Hmmm....  I was going to suggest possible bloat near the end of the
table, but the vacuum and reindex should have kept that at from being
a problem.

This might be an issue where disks are laid out so that the pages can
be read from start to end quickly; reading backwards might cause a lot
more rotational delay.

>> I don't suppose you have an index on ts_interval_start_time?
> there is an index. I mentioned this in my orginal posting.
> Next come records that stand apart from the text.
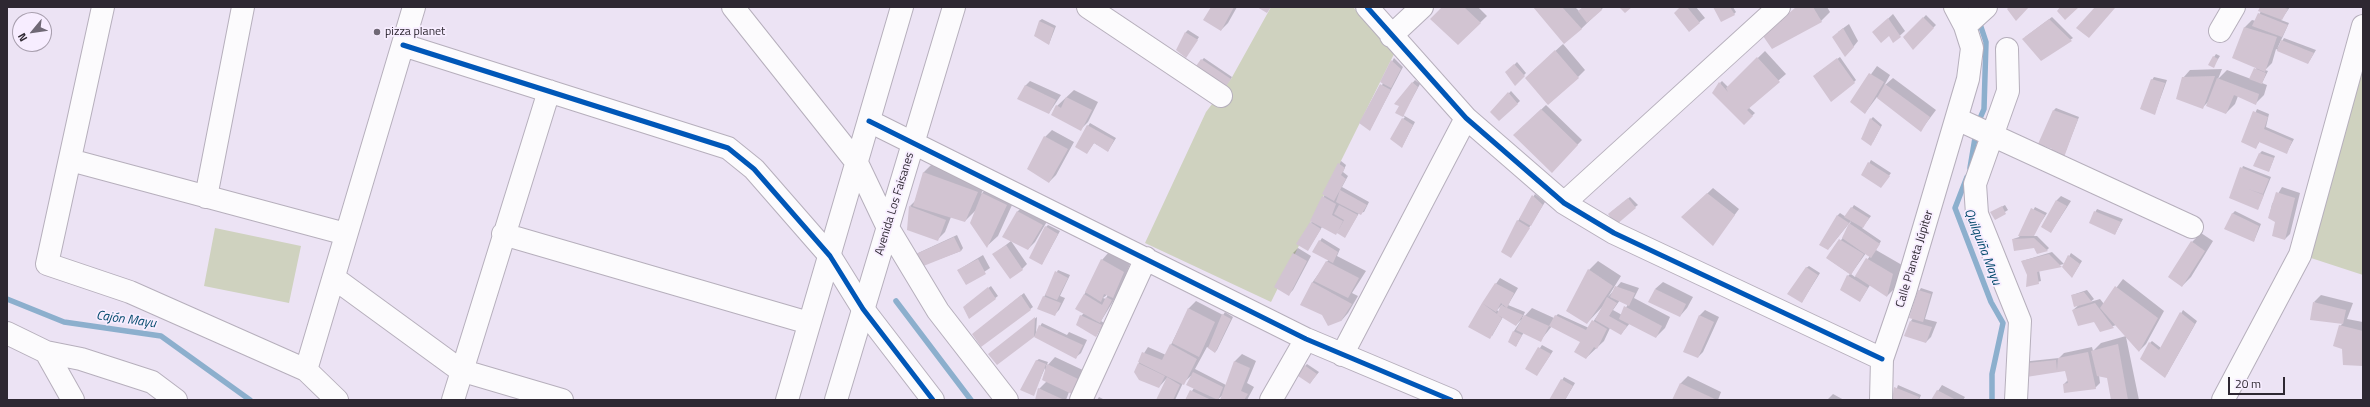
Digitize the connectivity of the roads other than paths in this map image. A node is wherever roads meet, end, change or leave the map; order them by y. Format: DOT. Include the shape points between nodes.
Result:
graph roads {
  1 [pos="103,7"];
  2 [pos="243,7"];
  3 [pos="414,7"];
  4 [pos="733,7"];
  5 [pos="902,7"];
  6 [pos="954,7"];
  7 [pos="1088,7"];
  8 [pos="1367,7"];
  9 [pos="1422,7"];
  10 [pos="1779,7"];
  11 [pos="1955,7"];
  12 [pos="1986,7"];
  13 [pos="2234,7"];
  14 [pos="1965,26"];
  15 [pos="2363,26"];
  16 [pos="2220,32"];
  17 [pos="1391,36"];
  18 [pos="403,45"];
  19 [pos="2007,49"];
  20 [pos="548,91"];
  21 [pos="1221,96"];
  22 [pos="1466,118"];
  23 [pos="1957,119"];
  24 [pos="869,121"];
  25 [pos="1993,135"];
  26 [pos="914,142"];
  27 [pos="70,160"];
  28 [pos="857,163"];
  29 [pos="206,197"];
  30 [pos="1564,203"];
  31 [pos="2192,227"];
  32 [pos="888,228"];
  33 [pos="346,234"];
  34 [pos="503,234"];
  35 [pos="830,256"];
  36 [pos="1146,258"];
  37 [pos="334,278"];
  38 [pos="863,309"];
  39 [pos="809,323"];
  40 [pos="7,333"];
  41 [pos="1306,339"];
  42 [pos="46,352"];
  43 [pos="1342,355"];
  44 [pos="1882,359"];
  45 [pos="306,370"];
  46 [pos="460,370"];
  47 [pos="73,400"];
  48 [pos="176,400"];
  49 [pos="337,400"];
  50 [pos="453,400"];
  51 [pos="562,400"];
  52 [pos="787,400"];
  53 [pos="836,400"];
  54 [pos="933,400"];
  55 [pos="1007,400"];
  56 [pos="1081,400"];
  57 [pos="1271,400"];
  58 [pos="1451,400"];
  59 [pos="1881,400"];
  60 [pos="2016,400"];
  61 [pos="2223,400"];
  1 -- 27 [label="street"];
  2 -- 29 [label="street"];
  3 -- 18 [label="street"];
  4 -- 28 [label="street"];
  5 -- 24 [label="street"];
  6 -- 26 [label="street, Avenida Los Faisanes"];
  7 -- 21 [label="street"];
  8 -- 17 [label="street"];
  9 -- 17 [label="street"];
  10 -- 30 [label="street"];
  11 -- 14 [label="street, Calle Planeta Júpiter"];
  12 -- 14 [label="street"];
  13 -- 16 [label="street"];
  14 -- 23 [label="street, Calle Planeta Júpiter" via="1972,48 1968,79"];
  15 -- 61 [label="street" via="2300,254"];
  17 -- 22 [label="street"];
  18 -- 20 [label="street"];
  18 -- 33 [label="street"];
  19 -- 25 [label="street" via="2008,91"];
  20 -- 34 [label="street"];
  20 -- 35 [label="street" via="728,148 754,169"];
  22 -- 30 [label="street"];
  22 -- 43 [label="street"];
  23 -- 25 [label="street"];
  23 -- 44 [label="street, Calle Planeta Júpiter"];
  24 -- 26 [label="street"];
  24 -- 28 [label="street"];
  25 -- 31 [label="street"];
  25 -- 60 [label="street" via="1976,184 1977,214 2020,321"];
  26 -- 32 [label="street, Avenida Los Faisanes"];
  26 -- 36 [label="street"];
  27 -- 29 [label="street"];
  27 -- 45 [label="street" via="47,264 130,292"];
  28 -- 32 [label="street"];
  28 -- 35 [label="street"];
  29 -- 33 [label="street"];
  30 -- 44 [label="street" via="1614,233"];
  32 -- 38 [label="street, Avenida Los Faisanes"];
  32 -- 55 [label="street" via="938,311"];
  33 -- 37 [label="street"];
  34 -- 39 [label="street"];
  34 -- 46 [label="street"];
  35 -- 38 [label="street"];
  35 -- 39 [label="street"];
  36 -- 41 [label="street"];
  36 -- 56 [label="street"];
  37 -- 45 [label="street"];
  37 -- 46 [label="street"];
  38 -- 53 [label="street, Avenida Los Faisanes"];
  38 -- 54 [label="street"];
  39 -- 52 [label="street"];
  40 -- 42 [label="street"];
  41 -- 43 [label="street"];
  41 -- 57 [label="street"];
  42 -- 47 [label="street"];
  42 -- 48 [label="street" via="81,359 152,382"];
  43 -- 58 [label="street"];
  44 -- 59 [label="street, Calle Planeta Júpiter"];
  45 -- 49 [label="street"];
  46 -- 50 [label="street"];
  46 -- 51 [label="street"];
}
Sorry I missed that.  I was afraid that it might not use it because
PostgreSQL doesn't yet recognize correlations between columns.  If it
did, it might determine that the other index was better for this query
(which may or may not be the case).

Could you provide the output of VACUUM ANALYZE for these queries, so
we can compare expected to actual?  Also, what is your statistics
target for these (default_statistics_target if you haven't overridden
the specific columns involved)?

I guess you could try something like this, too:

select max(ts_id) from (select ts_id from
ts_stats_transet_user_interval a
where 0=0 and a.ts_interval_start_time >= '2009-6-16 01:00' and
a.ts_interval_start_time < '2009-6-16 02:00') x;

(Untested, so you might need to fix some typo or oversight.)

The EXPLAIN ANALYZE of that might yield interesting information.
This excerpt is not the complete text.